Que faudrait-il sous-traiter à la production et pourquoi ? Est-ce par manque de compétences en interne, par manque de temps ou d’effectifs ? Est-ce pour répondre ponctuellement à une hausse de la demande ou est-ce pour dégager définitivement un travail que l’on ne veut plus (peut plus) faire dans l’atelier ? Aujourd’hui, bien plus qu’il y a une vingtaine d’années, la question de la sous-traitance de tout ou d’une partie de sa production se pose comme une problématique essentielle dans l’activité d’une métallerie. Peu importe la taille de la structure et peu importe sa situation géographique. L’enjeu n’est plus seulement de savoir s’il s’agit de trouver ailleurs un prestataire « moins cher », mais bien de réfléchir au positionnement à moyen et long termes de son entreprise.
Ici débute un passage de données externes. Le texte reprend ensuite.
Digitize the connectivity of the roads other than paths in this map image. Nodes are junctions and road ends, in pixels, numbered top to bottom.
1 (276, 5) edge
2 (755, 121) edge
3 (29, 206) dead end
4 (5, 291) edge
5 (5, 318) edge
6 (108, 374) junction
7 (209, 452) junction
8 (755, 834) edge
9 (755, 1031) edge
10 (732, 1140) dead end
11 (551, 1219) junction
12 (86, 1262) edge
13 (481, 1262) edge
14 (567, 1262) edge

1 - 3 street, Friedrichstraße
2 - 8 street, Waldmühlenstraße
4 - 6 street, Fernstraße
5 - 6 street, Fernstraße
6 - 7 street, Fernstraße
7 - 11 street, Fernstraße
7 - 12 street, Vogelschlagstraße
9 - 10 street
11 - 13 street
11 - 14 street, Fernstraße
Alors existe-t-il une stratégie type à appliquer en métallerie ? Assurément non. D’ailleurs les vérités d’il y a vingt ans ont perdu de leur pertinence, voire elles peuvent paraître obsolète. Il n’y a pas de logique universelle, seulement des cas particuliers, à l’image de la multitude de typologies d’entreprises qui existent dans ce secteur atypique du BTP. Certains peuvent vouloir tout intégrer alors qu’ils ont foison de prestataires autour d’eux, d’autres vont (au risque de perdre leur qualification Qualibat…) faire faire ailleurs tous leurs ouvrages alors qu’ils sont situés loin de tout en pleine campagne… En 2002, Bernard Delorme, alors dirigeant de l’entreprise Sam+ à Morangis (91), nous expliquait que « la sous-traitance est une manière de créer une zone tampon pour lisser les pics d’activité. Au moment d’une baisse de la conjoncture on réintègre dans l’entreprise une partie des travaux sous-traités et cela permet de voir venir avec plus de sérénité la suite des événements ».

Or, la pénurie de main-d’œuvre qualifiée a rebattu les cartes sur l’approche de la sous-traitance. Elle a d’un côté stimulé l’acquisition de machines automatiques ou semi-automatiques et en même temps fait sortir des pans entiers d’activité des ateliers de métallerie.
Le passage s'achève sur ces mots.